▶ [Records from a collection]
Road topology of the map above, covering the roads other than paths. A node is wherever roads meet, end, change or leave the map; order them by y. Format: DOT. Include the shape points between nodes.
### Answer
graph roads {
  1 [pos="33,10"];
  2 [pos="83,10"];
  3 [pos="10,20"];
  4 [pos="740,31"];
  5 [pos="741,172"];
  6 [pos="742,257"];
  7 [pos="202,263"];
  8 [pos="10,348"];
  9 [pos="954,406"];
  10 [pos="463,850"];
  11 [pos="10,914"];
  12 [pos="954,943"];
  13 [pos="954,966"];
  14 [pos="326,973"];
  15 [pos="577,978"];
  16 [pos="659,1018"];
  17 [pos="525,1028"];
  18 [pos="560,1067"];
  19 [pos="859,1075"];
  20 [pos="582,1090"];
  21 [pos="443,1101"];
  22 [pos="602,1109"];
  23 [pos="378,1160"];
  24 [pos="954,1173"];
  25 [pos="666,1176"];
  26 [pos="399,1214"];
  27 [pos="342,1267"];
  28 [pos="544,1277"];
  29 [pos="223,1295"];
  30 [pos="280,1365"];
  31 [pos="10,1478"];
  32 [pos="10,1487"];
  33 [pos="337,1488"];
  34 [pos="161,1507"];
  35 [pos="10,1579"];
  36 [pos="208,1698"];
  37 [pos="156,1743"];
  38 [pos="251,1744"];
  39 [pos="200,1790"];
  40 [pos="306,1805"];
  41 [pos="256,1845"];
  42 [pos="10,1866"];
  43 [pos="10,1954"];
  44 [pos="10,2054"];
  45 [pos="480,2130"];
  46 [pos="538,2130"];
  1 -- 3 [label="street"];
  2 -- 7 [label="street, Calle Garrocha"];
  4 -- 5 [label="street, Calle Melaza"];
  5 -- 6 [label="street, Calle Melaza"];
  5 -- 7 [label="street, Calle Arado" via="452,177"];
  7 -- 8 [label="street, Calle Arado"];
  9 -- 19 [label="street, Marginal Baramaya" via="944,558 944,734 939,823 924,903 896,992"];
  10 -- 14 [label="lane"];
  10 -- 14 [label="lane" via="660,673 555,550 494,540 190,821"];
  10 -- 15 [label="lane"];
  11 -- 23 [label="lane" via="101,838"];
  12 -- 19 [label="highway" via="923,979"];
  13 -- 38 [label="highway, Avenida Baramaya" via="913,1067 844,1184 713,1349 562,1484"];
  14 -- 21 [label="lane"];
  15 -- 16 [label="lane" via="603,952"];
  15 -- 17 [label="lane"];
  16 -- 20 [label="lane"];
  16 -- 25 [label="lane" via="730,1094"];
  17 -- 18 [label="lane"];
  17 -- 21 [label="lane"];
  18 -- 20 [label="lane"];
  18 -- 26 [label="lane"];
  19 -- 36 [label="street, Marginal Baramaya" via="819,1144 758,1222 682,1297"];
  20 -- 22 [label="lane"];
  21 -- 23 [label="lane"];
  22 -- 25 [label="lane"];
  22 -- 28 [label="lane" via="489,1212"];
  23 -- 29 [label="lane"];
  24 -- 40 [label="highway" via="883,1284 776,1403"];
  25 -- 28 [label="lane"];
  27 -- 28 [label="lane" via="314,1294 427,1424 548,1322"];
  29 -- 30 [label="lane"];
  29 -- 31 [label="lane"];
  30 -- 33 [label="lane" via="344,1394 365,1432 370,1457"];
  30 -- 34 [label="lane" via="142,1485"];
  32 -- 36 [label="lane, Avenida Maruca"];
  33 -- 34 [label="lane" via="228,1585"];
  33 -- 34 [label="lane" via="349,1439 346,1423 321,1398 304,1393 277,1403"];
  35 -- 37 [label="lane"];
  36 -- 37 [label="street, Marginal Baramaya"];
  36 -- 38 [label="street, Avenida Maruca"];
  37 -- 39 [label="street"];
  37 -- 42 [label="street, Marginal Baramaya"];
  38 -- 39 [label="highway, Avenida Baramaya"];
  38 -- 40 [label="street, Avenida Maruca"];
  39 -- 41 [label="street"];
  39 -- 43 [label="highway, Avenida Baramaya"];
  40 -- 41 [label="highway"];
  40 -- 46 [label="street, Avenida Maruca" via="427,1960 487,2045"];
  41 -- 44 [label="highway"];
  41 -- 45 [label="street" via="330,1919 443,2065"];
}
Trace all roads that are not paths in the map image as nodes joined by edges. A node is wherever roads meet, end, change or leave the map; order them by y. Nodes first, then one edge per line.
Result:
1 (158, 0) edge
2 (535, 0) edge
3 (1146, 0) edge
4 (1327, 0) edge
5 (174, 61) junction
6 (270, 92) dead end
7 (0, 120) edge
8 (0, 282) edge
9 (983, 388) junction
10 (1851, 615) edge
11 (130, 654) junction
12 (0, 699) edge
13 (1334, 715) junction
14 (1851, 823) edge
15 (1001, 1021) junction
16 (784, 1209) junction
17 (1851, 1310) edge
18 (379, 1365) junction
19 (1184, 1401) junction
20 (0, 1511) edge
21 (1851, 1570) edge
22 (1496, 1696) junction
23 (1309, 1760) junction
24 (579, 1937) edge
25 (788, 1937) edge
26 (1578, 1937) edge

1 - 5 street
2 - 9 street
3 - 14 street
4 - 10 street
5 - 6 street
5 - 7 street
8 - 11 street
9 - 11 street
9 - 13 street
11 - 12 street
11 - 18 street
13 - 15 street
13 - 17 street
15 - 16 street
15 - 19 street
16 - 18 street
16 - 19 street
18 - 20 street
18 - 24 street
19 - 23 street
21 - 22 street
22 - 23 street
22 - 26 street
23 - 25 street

▶ [Directions for this task]
Find each line of the data above that holds the word "Calle", then copy it.

▶ [Solution below]
  2 -- 7 [label="street, Calle Garrocha"];
  4 -- 5 [label="street, Calle Melaza"];
  5 -- 6 [label="street, Calle Melaza"];
  5 -- 7 [label="street, Calle Arado" via="452,177"];
  7 -- 8 [label="street, Calle Arado"];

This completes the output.